▶ _YOUR TASK_
Please repeat all the entries. Nothing may differ.

***** PROVIDED DATA

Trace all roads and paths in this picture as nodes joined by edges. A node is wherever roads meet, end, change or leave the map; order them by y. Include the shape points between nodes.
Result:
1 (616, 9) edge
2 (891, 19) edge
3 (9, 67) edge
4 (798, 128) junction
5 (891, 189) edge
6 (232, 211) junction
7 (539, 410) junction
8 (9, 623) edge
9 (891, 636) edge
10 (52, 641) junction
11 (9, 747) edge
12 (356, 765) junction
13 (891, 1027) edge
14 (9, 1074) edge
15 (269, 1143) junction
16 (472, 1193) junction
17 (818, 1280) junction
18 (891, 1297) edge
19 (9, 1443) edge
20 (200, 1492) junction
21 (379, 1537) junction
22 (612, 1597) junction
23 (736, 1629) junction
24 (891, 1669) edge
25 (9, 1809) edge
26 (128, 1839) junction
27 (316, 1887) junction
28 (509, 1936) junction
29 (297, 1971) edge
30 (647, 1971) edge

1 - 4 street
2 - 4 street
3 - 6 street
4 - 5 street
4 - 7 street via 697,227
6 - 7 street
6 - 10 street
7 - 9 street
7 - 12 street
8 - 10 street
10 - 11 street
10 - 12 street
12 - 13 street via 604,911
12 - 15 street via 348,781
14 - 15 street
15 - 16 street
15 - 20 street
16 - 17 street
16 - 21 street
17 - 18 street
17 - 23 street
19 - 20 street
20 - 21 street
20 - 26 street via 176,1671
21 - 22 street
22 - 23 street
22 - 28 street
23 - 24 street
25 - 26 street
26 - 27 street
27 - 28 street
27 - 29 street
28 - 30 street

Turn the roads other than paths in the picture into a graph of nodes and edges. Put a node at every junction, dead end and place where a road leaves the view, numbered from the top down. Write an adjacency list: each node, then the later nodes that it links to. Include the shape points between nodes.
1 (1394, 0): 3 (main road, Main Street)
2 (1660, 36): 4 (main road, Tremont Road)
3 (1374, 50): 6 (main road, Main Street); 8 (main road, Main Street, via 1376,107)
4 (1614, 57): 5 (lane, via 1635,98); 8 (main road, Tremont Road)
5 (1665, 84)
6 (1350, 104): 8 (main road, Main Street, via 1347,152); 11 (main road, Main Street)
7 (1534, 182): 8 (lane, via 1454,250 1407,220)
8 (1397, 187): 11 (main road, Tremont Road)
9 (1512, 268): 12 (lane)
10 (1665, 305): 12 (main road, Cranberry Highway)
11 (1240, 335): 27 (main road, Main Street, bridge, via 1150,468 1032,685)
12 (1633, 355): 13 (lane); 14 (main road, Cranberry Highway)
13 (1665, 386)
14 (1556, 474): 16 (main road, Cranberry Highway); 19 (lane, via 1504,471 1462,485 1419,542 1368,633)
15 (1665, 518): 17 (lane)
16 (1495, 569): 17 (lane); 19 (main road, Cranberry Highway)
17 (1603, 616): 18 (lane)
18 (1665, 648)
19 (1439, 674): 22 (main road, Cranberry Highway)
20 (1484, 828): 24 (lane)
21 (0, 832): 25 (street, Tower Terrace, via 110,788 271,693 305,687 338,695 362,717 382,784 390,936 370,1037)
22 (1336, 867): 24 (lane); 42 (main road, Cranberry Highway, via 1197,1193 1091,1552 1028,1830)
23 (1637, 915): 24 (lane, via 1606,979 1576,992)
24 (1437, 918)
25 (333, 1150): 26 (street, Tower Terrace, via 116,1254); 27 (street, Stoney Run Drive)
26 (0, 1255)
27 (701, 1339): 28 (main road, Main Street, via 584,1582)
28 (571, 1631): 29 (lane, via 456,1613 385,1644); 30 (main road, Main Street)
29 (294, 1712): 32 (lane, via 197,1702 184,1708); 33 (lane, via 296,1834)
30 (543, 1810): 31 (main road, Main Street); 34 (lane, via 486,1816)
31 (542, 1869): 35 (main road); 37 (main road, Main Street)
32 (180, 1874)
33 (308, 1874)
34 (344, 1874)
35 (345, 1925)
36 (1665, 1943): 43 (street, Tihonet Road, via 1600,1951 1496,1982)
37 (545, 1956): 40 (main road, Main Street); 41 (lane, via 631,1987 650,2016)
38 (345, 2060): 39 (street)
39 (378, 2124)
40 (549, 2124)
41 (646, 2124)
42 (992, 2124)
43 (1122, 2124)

**********

▶ _FINAL ANSWER_
Trace all roads and paths in this picture as nodes joined by edges. A node is wherever roads meet, end, change or leave the map; order them by y. Include the shape points between nodes.
Result:
1 (616, 9) edge
2 (891, 19) edge
3 (9, 67) edge
4 (798, 128) junction
5 (891, 189) edge
6 (232, 211) junction
7 (539, 410) junction
8 (9, 623) edge
9 (891, 636) edge
10 (52, 641) junction
11 (9, 747) edge
12 (356, 765) junction
13 (891, 1027) edge
14 (9, 1074) edge
15 (269, 1143) junction
16 (472, 1193) junction
17 (818, 1280) junction
18 (891, 1297) edge
19 (9, 1443) edge
20 (200, 1492) junction
21 (379, 1537) junction
22 (612, 1597) junction
23 (736, 1629) junction
24 (891, 1669) edge
25 (9, 1809) edge
26 (128, 1839) junction
27 (316, 1887) junction
28 (509, 1936) junction
29 (297, 1971) edge
30 (647, 1971) edge

1 - 4 street
2 - 4 street
3 - 6 street
4 - 5 street
4 - 7 street via 697,227
6 - 7 street
6 - 10 street
7 - 9 street
7 - 12 street
8 - 10 street
10 - 11 street
10 - 12 street
12 - 13 street via 604,911
12 - 15 street via 348,781
14 - 15 street
15 - 16 street
15 - 20 street
16 - 17 street
16 - 21 street
17 - 18 street
17 - 23 street
19 - 20 street
20 - 21 street
20 - 26 street via 176,1671
21 - 22 street
22 - 23 street
22 - 28 street
23 - 24 street
25 - 26 street
26 - 27 street
27 - 28 street
27 - 29 street
28 - 30 street

Turn the roads other than paths in the picture into a graph of nodes and edges. Put a node at every junction, dead end and place where a road leaves the view, numbered from the top down. Write an adjacency list: each node, then the later nodes that it links to. Include the shape points between nodes.
1 (1394, 0): 3 (main road, Main Street)
2 (1660, 36): 4 (main road, Tremont Road)
3 (1374, 50): 6 (main road, Main Street); 8 (main road, Main Street, via 1376,107)
4 (1614, 57): 5 (lane, via 1635,98); 8 (main road, Tremont Road)
5 (1665, 84)
6 (1350, 104): 8 (main road, Main Street, via 1347,152); 11 (main road, Main Street)
7 (1534, 182): 8 (lane, via 1454,250 1407,220)
8 (1397, 187): 11 (main road, Tremont Road)
9 (1512, 268): 12 (lane)
10 (1665, 305): 12 (main road, Cranberry Highway)
11 (1240, 335): 27 (main road, Main Street, bridge, via 1150,468 1032,685)
12 (1633, 355): 13 (lane); 14 (main road, Cranberry Highway)
13 (1665, 386)
14 (1556, 474): 16 (main road, Cranberry Highway); 19 (lane, via 1504,471 1462,485 1419,542 1368,633)
15 (1665, 518): 17 (lane)
16 (1495, 569): 17 (lane); 19 (main road, Cranberry Highway)
17 (1603, 616): 18 (lane)
18 (1665, 648)
19 (1439, 674): 22 (main road, Cranberry Highway)
20 (1484, 828): 24 (lane)
21 (0, 832): 25 (street, Tower Terrace, via 110,788 271,693 305,687 338,695 362,717 382,784 390,936 370,1037)
22 (1336, 867): 24 (lane); 42 (main road, Cranberry Highway, via 1197,1193 1091,1552 1028,1830)
23 (1637, 915): 24 (lane, via 1606,979 1576,992)
24 (1437, 918)
25 (333, 1150): 26 (street, Tower Terrace, via 116,1254); 27 (street, Stoney Run Drive)
26 (0, 1255)
27 (701, 1339): 28 (main road, Main Street, via 584,1582)
28 (571, 1631): 29 (lane, via 456,1613 385,1644); 30 (main road, Main Street)
29 (294, 1712): 32 (lane, via 197,1702 184,1708); 33 (lane, via 296,1834)
30 (543, 1810): 31 (main road, Main Street); 34 (lane, via 486,1816)
31 (542, 1869): 35 (main road); 37 (main road, Main Street)
32 (180, 1874)
33 (308, 1874)
34 (344, 1874)
35 (345, 1925)
36 (1665, 1943): 43 (street, Tihonet Road, via 1600,1951 1496,1982)
37 (545, 1956): 40 (main road, Main Street); 41 (lane, via 631,1987 650,2016)
38 (345, 2060): 39 (street)
39 (378, 2124)
40 (549, 2124)
41 (646, 2124)
42 (992, 2124)
43 (1122, 2124)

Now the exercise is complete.